- Born: 4 July 1745 Rome
- Died: 29 June 1808 (aged 62) Rome
- Writing career
- Period: Illuminism
- Genres: Criminal law, History
- Notable works: Elementa juris criminalis; Storia dell’Università degli Studi di Roma detta comunemente la Sapienza;

= Filippo Maria Renazzi =

Italian writer

Filippo Maria Renazzi (4 July 1745 – 29 June 1808) was an Italian Jurist and historian active in the Papal States of the eighteen century. During his life he was a well known scholar of criminal law, and nowadays he is mainly remembered for his history of the University of Rome.

==Biography==
He was born in Rome on 4 July 1745 to his Bolognese parents, Ercole Maria and Barbara Montacheti. As soon as he graduated in Law, as early as 1768, at the age of 21, he became a professor at the Archiginnasio Romano (as it was called at the time La Sapienza University of Rome). The following year he was entrusted with the Chair of criminal Law, which he held for 34 years. He was the author of Elements of Criminal Law (Elementa juris criminalis), adopted in many Italian universities as a textbook. In the four volumes that make up this work was the first to attempt a concise critical history of the discipline of criminal law.
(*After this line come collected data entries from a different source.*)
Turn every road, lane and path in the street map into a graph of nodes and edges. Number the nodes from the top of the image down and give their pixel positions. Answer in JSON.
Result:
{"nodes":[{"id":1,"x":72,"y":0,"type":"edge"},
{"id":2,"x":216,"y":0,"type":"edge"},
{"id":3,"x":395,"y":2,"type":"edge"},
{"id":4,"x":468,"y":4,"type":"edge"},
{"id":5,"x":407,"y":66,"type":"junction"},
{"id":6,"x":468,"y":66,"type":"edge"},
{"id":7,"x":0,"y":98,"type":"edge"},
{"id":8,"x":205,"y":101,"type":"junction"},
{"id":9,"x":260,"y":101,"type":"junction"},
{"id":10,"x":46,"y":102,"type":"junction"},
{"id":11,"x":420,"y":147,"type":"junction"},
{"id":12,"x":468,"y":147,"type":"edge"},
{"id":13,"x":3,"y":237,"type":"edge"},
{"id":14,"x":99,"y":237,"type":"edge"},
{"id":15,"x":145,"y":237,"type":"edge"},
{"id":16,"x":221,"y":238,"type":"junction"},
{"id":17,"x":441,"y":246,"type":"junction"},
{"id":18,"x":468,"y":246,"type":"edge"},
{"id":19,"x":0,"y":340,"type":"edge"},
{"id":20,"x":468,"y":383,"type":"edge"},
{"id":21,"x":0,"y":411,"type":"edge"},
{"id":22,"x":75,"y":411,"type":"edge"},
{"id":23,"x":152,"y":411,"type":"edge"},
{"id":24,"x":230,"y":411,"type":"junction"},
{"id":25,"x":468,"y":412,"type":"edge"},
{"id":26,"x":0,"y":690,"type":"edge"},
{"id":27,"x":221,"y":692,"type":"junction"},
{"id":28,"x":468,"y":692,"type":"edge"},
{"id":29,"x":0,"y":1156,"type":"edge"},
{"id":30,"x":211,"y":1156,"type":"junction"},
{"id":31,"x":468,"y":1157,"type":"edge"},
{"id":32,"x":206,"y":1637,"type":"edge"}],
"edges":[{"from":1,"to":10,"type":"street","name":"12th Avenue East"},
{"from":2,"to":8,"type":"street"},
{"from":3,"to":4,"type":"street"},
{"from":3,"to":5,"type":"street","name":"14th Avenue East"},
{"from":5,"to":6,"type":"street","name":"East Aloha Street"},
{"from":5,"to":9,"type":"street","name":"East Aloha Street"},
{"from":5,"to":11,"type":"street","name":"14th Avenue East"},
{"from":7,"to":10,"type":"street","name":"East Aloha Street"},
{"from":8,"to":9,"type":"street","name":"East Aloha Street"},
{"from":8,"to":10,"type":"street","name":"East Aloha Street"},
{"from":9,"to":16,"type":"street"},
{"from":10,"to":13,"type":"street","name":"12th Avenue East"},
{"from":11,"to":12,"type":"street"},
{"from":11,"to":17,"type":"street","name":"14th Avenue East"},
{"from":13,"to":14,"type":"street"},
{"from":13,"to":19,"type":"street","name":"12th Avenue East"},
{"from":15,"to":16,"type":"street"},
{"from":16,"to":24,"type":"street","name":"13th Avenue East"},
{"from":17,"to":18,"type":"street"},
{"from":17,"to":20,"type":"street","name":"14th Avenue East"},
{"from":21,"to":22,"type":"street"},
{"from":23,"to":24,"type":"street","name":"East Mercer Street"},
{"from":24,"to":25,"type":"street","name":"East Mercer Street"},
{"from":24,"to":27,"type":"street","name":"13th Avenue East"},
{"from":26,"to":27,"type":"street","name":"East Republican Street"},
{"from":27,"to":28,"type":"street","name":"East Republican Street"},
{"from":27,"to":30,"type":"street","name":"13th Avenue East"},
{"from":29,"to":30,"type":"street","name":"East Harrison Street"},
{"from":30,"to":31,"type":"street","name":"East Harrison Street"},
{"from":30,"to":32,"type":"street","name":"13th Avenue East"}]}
His criminal doctrine spread throughout Italy and also in France. At the end of the eighteenth century it was among the most representative Italian penalists together with Luigi Cremani and Cesare Beccaria.

He was offered the chair of Jurisprudence of the University of Pavia, and in 1803 that of Criminal Law of the University of Bologna, but he refused to stay in Rome.
He was called by Empress Catherine II of Russia in St. Petersburg to collaborate in the laborious reform of the Criminal Code, which began in 1767 and lasted for many years.

He participated in the government of the 1798-99 Roman Republic, and for this reason at the restoration of the Papal States, he was dismissed from teaching. He was shortly restored as professor at the Sapienza University in 1801 up to 1803, when he had to retire. In 1803, he was ascribed to Roman Nobility.

Renazzi dedicated the last years of his life to studies and publications, and in particular to his history of the University of Rome (La Sapienza University) published between 1803 and 1806.

He died in Rome on 29 June 1808, after 18 days of illness. His funeral monument is located in the entrance portico of the Basilica of Sant'Eustachio in Rome.

==Works==
Renazzi's main book related to Criminal Law is Elementa juris criminalis (Elements of criminal Law) in four volumes published in 1773, 1775, 1781, 1786. Renazzi in his book took a stand against the formalist and strict methods of the previous scholarship of criminal Laws, typical of authors such as Prospero Farinacci, moving towards a new, clear and structured approach typical of the Enlightenment, retaining however deep roots in the Roman Law, in the Catholic moral theology and in the classical studies. He cautiously opposed the death penalty and fiercely disapproved the use of torture in trials. He supported the separation of powers and a reduction in the judicial discretion. He slightly supported the inquisitorial system over the adversarial system.

Other juridical works of him are: De sortilegio et magia liber singularis (Venice: 1782), where he supports the decriminalization of witchcraft; De ordine seu forma judiciorum criminalium diatriba (Rome: 1777), an outline of the history of criminal Law; and Synopsis elementorum juris criminalis (Rome: 1803), a summary of his Elementa juris criminalis.

In his work on the Sapienza University of Rome (Storia dell’Università degli Studi di Roma detta comunemente la Sapienza, Rome: 1803-1806), he not only researches on the history of the university but also outlines the history of Roman culture from the middle ages to his time.

He wrote also a history of the Apostolic Palace (Notizie storiche degli antichi vicedomini del patriarchio lateranense e de’ moderni prefetti del sagro Palazzo Apostolico ovvero maggiordomi pontifizi, Rome: 1797).

Renazzi wrote three essays in polemic with the thought of Jean-Jacques Rousseau, stating that classical studies and poetry have a positive impact on civilization when supported by morality.